¿Qué cambios se aplican en el RGPD en las figuras del Responsable y el Encargado?

¿Cómo deben trabajar los responsables y encargados del tratamiento de datos según el RGPD?

Con el Reglamento General de Protección de Datos llega una nueva normativa que todos los que trabajamos con datos de personas y empresas debemos conocer. Hoy vamos a detenernos en los aspectos del RGPD que nos influyen a las personas que nos dedicamos a la gestión documental.

El 25 de mayo comienza a aplicarse la nueva normativa. Seguramente hayas recibido un montón de correos electrónicos pidiéndote que vuelvas a dar tu consentimiento. Y eso es porque las cosas han cambiado, tal y como te explicamos en este post.

¿Qué cambios se aplican en el RGPD en las figuras del Responsable y el Encargado?

El nuevo Reglamento General de Protección de Datos aplica 3 novedades que deben tener en cuenta el responsable y el encargado del tratamiento de los datos.

1 – Los encargados tienen unas obligaciones específicas

Hasta ahora, aplicando la Directiva 95/46 y las leyes generales, solo se centraba la atención en la figura del responsable. Pero el RGPD cambia esto, y los responsables del tratamiento de datos pasan a tener unas obligaciones expresas – eso sí, la responsabilidad última sobre el tratamiento de datos sigue en poder del responsable -.

Con el nuevo reglamento en la mano, los encargados del tratamiento de datos deben mantener el registro de las actividades del tratamiento, determinar las medidas de seguridad específicas para cada tratamiento que realicen y designar a un Delegado de Protección de Datos en los casos previstos por el RGPD. También pueden sumarse a los códigos de conducta o aún mejor, obtener una certificación de las previstas en el RGPD.
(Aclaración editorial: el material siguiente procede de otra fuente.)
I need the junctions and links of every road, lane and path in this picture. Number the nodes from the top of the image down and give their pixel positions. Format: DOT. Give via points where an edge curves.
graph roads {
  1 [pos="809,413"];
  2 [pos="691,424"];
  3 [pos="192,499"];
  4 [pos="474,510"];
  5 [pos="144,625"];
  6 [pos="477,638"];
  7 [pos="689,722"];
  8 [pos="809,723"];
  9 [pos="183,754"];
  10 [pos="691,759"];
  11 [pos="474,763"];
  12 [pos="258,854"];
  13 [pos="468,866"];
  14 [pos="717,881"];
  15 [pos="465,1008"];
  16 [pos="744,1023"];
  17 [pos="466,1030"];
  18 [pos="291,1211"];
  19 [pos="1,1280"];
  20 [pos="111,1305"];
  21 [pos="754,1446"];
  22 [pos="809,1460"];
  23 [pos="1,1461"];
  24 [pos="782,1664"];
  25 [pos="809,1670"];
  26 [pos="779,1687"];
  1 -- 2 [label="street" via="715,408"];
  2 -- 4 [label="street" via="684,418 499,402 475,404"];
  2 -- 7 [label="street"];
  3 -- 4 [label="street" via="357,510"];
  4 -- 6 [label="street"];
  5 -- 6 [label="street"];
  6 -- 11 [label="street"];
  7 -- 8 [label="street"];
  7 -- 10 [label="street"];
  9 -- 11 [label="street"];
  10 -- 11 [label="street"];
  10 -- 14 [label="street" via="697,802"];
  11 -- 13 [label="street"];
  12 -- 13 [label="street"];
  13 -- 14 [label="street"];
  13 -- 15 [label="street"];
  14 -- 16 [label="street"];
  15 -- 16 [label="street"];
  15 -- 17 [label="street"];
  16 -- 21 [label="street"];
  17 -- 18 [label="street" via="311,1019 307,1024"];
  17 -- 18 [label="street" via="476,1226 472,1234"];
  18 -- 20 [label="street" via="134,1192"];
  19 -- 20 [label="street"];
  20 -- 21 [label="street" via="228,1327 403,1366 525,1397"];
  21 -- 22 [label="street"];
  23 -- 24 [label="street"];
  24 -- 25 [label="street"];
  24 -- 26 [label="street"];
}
2 –  La elección del encargado, más específica

El responsable debe elegir a los encargados del tratamiento de datos de manera que éstos puedan demostrar que trabajan conforme al RGPD. Solo se podrán elegir encargados que ofrezcan garantías de aplicar las medidas técnicas y de organización de acuerdo al Reglamento. A su vez, los encargados también podrán designar a otras personas – subencargados – siempre y cuando puedan demostrar que se ajustan a la normativa.

3 – El contrato entre responsable y encargado

Según indica el RGPD, la relación entre responsable y encargado debe formalizarse mediante un contrato. En el texto se señala cuáles son los mínimos de ese documento, y además, la Agencia Española de Protección de Datos ofrece un documento con las directrices a seguir (puedes consultarlo aquí). En el contrato se debe indicar:

  • El objeto, duración, naturaleza y finalidad del tratamiento
  • El tipo de datos personales y categorías de los interesados
  • La obligación que adquiere el encargado de tratar los datos según indica el responsable
  • Cómo se harán las subcontrataciones y de qué forma el responsable dará su visto bueno a las mismas
  • Si los interesados quieren ejercer algún derecho sobre sus datos, el encargado deberá facilitar asistencia al responsable siempre que le sea posible.

Además, el RGPD también señala que los contratos celebrados antes de su puesta en marcha deberán modificarse para adecuarse a la nueva normativa. No es válido, en ningún caso, remitir al artículo que lo regula de manera genérica.